*** Begin section ***

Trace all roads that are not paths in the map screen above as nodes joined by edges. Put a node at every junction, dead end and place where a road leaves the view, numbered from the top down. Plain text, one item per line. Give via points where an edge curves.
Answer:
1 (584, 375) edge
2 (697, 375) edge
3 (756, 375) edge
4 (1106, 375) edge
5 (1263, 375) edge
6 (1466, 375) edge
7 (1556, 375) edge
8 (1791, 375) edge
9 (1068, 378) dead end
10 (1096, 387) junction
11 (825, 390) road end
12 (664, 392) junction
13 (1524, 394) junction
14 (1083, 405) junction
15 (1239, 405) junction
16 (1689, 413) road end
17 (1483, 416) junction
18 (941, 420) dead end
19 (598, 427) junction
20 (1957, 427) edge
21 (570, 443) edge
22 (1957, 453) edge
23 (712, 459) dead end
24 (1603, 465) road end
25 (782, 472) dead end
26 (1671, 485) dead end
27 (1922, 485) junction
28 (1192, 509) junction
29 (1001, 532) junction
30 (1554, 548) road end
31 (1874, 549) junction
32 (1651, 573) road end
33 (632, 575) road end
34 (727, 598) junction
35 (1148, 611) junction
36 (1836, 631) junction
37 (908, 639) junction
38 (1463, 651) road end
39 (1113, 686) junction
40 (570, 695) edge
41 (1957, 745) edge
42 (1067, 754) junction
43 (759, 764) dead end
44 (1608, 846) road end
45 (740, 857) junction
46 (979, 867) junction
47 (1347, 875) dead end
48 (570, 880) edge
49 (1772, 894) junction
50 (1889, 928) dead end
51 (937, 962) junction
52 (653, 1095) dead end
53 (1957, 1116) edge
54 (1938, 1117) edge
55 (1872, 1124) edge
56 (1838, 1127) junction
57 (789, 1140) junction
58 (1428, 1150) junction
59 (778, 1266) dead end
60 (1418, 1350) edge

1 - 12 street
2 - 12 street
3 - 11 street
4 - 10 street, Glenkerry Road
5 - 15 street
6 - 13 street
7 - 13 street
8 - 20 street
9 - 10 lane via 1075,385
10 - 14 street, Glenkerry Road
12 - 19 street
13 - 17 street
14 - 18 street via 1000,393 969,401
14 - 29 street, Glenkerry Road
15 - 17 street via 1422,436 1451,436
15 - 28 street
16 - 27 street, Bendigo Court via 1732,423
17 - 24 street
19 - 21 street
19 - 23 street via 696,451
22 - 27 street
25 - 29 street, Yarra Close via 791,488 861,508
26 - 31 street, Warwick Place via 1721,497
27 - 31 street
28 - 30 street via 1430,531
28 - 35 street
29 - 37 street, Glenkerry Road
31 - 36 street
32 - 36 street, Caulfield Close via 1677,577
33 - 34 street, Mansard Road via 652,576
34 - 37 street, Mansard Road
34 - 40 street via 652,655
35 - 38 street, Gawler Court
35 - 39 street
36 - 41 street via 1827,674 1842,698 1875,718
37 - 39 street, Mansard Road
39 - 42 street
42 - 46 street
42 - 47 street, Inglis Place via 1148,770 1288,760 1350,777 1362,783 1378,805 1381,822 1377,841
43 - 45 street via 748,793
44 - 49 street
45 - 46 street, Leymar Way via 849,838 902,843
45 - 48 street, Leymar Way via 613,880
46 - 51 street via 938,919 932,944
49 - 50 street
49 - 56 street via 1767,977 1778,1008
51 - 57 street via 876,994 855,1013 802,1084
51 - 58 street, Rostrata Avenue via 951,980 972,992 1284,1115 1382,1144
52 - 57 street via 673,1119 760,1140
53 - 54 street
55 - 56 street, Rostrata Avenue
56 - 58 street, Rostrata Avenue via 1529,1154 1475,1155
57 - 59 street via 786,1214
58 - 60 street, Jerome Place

*** End section ***

Assignment:
Filter the data for the string "Mansard". Copy each matching line.

Task output:
33 - 34 street, Mansard Road via 652,576
34 - 37 street, Mansard Road
37 - 39 street, Mansard Road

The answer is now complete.